● Requirement
Please print every record below exactly as written, leaving out the pictures.

....................

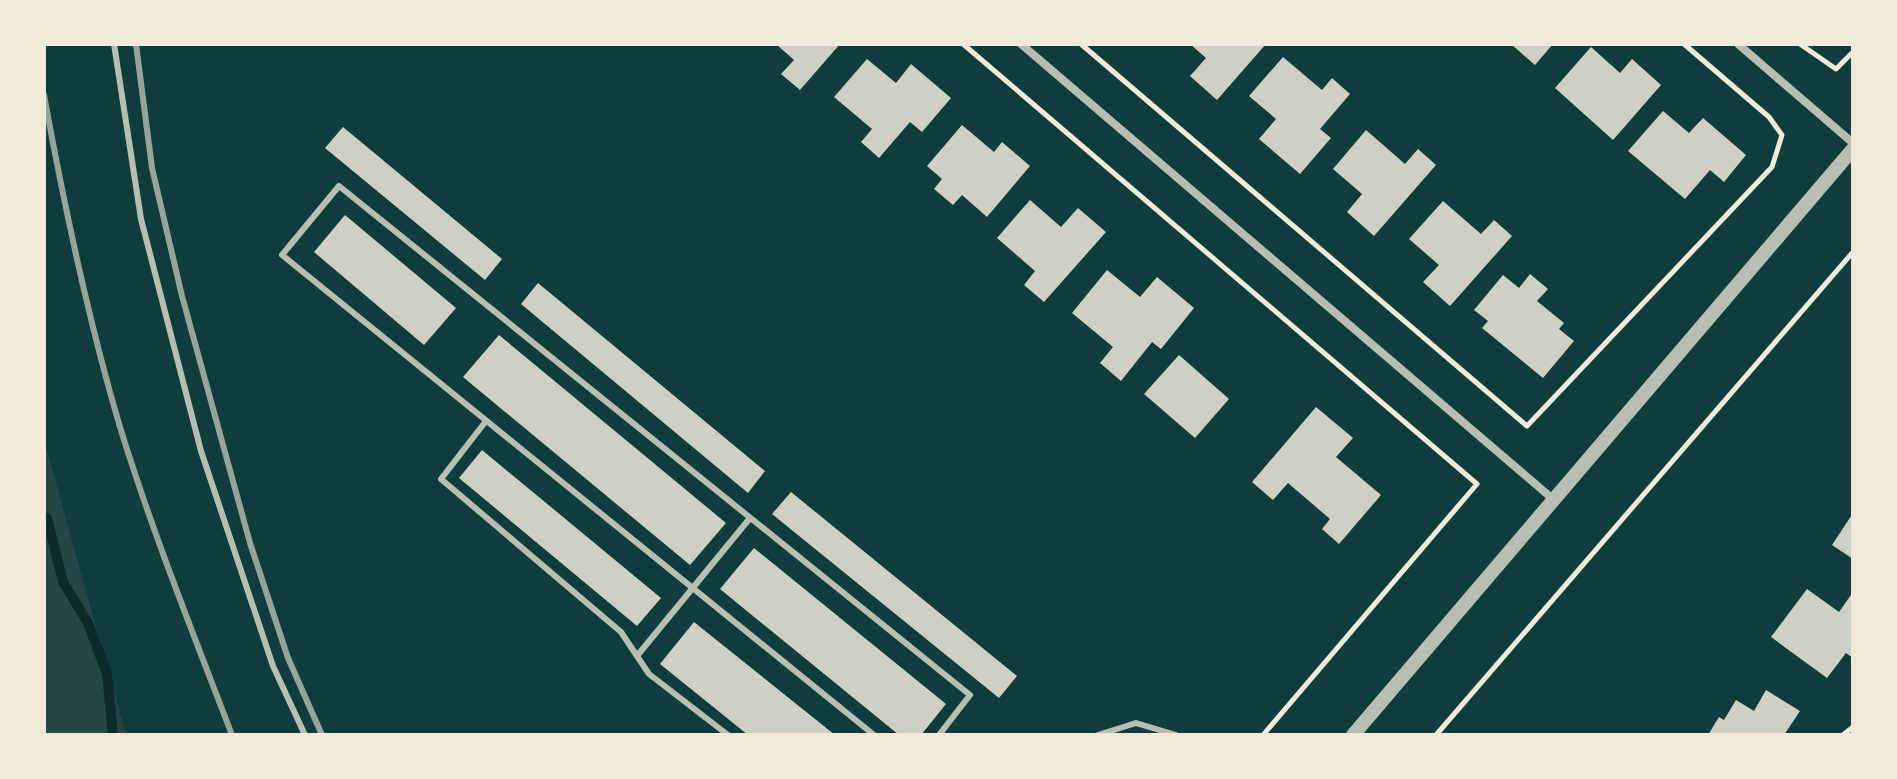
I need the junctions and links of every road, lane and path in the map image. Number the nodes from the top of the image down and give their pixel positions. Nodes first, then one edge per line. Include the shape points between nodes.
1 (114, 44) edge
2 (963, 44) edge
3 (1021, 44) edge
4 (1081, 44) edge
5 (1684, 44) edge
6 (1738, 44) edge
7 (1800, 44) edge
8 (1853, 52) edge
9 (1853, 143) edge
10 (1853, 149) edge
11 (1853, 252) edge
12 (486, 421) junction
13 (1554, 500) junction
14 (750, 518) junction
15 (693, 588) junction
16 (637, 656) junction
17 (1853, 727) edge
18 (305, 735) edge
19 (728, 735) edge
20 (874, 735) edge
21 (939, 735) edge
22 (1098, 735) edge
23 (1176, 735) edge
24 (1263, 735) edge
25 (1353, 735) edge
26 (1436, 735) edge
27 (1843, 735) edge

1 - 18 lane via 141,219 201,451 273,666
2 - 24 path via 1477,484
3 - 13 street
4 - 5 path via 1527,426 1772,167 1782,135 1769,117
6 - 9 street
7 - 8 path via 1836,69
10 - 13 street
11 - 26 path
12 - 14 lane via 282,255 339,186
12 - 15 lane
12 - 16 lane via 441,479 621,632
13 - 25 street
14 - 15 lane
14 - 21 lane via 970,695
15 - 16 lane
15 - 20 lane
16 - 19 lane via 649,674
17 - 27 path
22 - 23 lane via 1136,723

....................

● Answer space
I need the junctions and links of every road, lane and path in the map image. Number the nodes from the top of the image down and give their pixel positions. Nodes first, then one edge per line. Include the shape points between nodes.
1 (114, 44) edge
2 (963, 44) edge
3 (1021, 44) edge
4 (1081, 44) edge
5 (1684, 44) edge
6 (1738, 44) edge
7 (1800, 44) edge
8 (1853, 52) edge
9 (1853, 143) edge
10 (1853, 149) edge
11 (1853, 252) edge
12 (486, 421) junction
13 (1554, 500) junction
14 (750, 518) junction
15 (693, 588) junction
16 (637, 656) junction
17 (1853, 727) edge
18 (305, 735) edge
19 (728, 735) edge
20 (874, 735) edge
21 (939, 735) edge
22 (1098, 735) edge
23 (1176, 735) edge
24 (1263, 735) edge
25 (1353, 735) edge
26 (1436, 735) edge
27 (1843, 735) edge

1 - 18 lane via 141,219 201,451 273,666
2 - 24 path via 1477,484
3 - 13 street
4 - 5 path via 1527,426 1772,167 1782,135 1769,117
6 - 9 street
7 - 8 path via 1836,69
10 - 13 street
11 - 26 path
12 - 14 lane via 282,255 339,186
12 - 15 lane
12 - 16 lane via 441,479 621,632
13 - 25 street
14 - 15 lane
14 - 21 lane via 970,695
15 - 16 lane
15 - 20 lane
16 - 19 lane via 649,674
17 - 27 path
22 - 23 lane via 1136,723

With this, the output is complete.